Poster Session 2 - B4
1,2Jun Meng, 2Wesley Hung, 3Sonia El Mouridi, 3Marine Mercier, 3Thomas Boulin, 4Shangbang Gao, 1,2Mei Zhen
1 Department of Physiology, University of Toronto, Toronto, ON, Canada; 2 Lunenfeld Tanenbaum Research Institute, Mount Sinai Hospital, Toronto, ON, Canada; 3 Institut Neuro MyoGène, Université de Lyon, Lyon, France; 4 Key Laboratory of Molecular Biophysics of the Ministry of Education, Huazhong University of Science and Technology, Wuhan, China
Resting membrane potential (RMP) is the intrinsic determinant of cell excitability. Sodium and potassium leak channels that conduct the background sodium and potassium currents establish the RMP of individual neurons, but their effect on the physiological property and functional output in the context of intact neural circuits is poorly understood.

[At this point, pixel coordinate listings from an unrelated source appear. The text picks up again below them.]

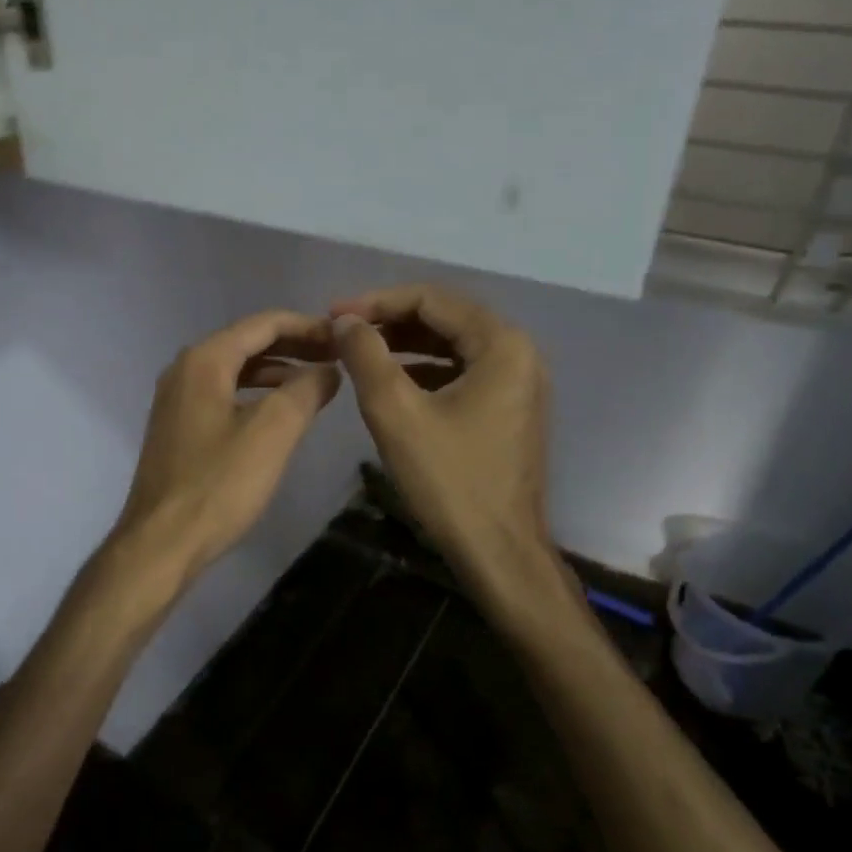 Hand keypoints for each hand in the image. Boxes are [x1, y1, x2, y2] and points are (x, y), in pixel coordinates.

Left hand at [111, 310, 341, 587]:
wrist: (161, 543)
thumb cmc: (218, 484)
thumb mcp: (272, 432)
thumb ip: (305, 390)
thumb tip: (328, 369)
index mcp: (204, 361)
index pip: (263, 324)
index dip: (308, 326)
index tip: (344, 339)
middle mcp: (184, 370)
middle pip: (247, 342)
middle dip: (294, 347)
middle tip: (336, 358)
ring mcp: (177, 400)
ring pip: (235, 370)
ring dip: (277, 372)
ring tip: (317, 384)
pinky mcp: (178, 428)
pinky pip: (223, 395)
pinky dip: (256, 394)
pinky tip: (279, 414)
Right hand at [330, 285, 553, 589]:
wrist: (499, 551)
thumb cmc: (449, 480)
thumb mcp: (396, 413)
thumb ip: (367, 356)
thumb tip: (345, 321)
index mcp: (501, 344)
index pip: (431, 299)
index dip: (377, 301)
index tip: (333, 314)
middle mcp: (519, 353)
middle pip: (445, 318)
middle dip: (390, 321)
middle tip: (343, 331)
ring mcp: (519, 382)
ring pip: (453, 346)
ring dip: (406, 345)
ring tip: (359, 352)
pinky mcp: (510, 409)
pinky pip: (463, 373)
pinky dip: (425, 371)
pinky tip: (391, 382)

In the C. elegans neural circuit, the descending interneurons AVA hold an unusually high RMP of ~ -25mV. Such an unusual RMP is established by a sodium leak channel NCA and at least one potassium leak channel TWK-40. An endogenous and cell-specific increase and decrease of AVA’s RMP lead to increase and decrease of C. elegans’ overall motor activity, respectively. AVA, among the first and most extensively examined C. elegans neurons, have been considered as the premotor interneurons of a sub-motor circuit dedicated to reversal movements. We will present and discuss a new circuit model that explains their central role in the C. elegans neural circuit and motor behaviors.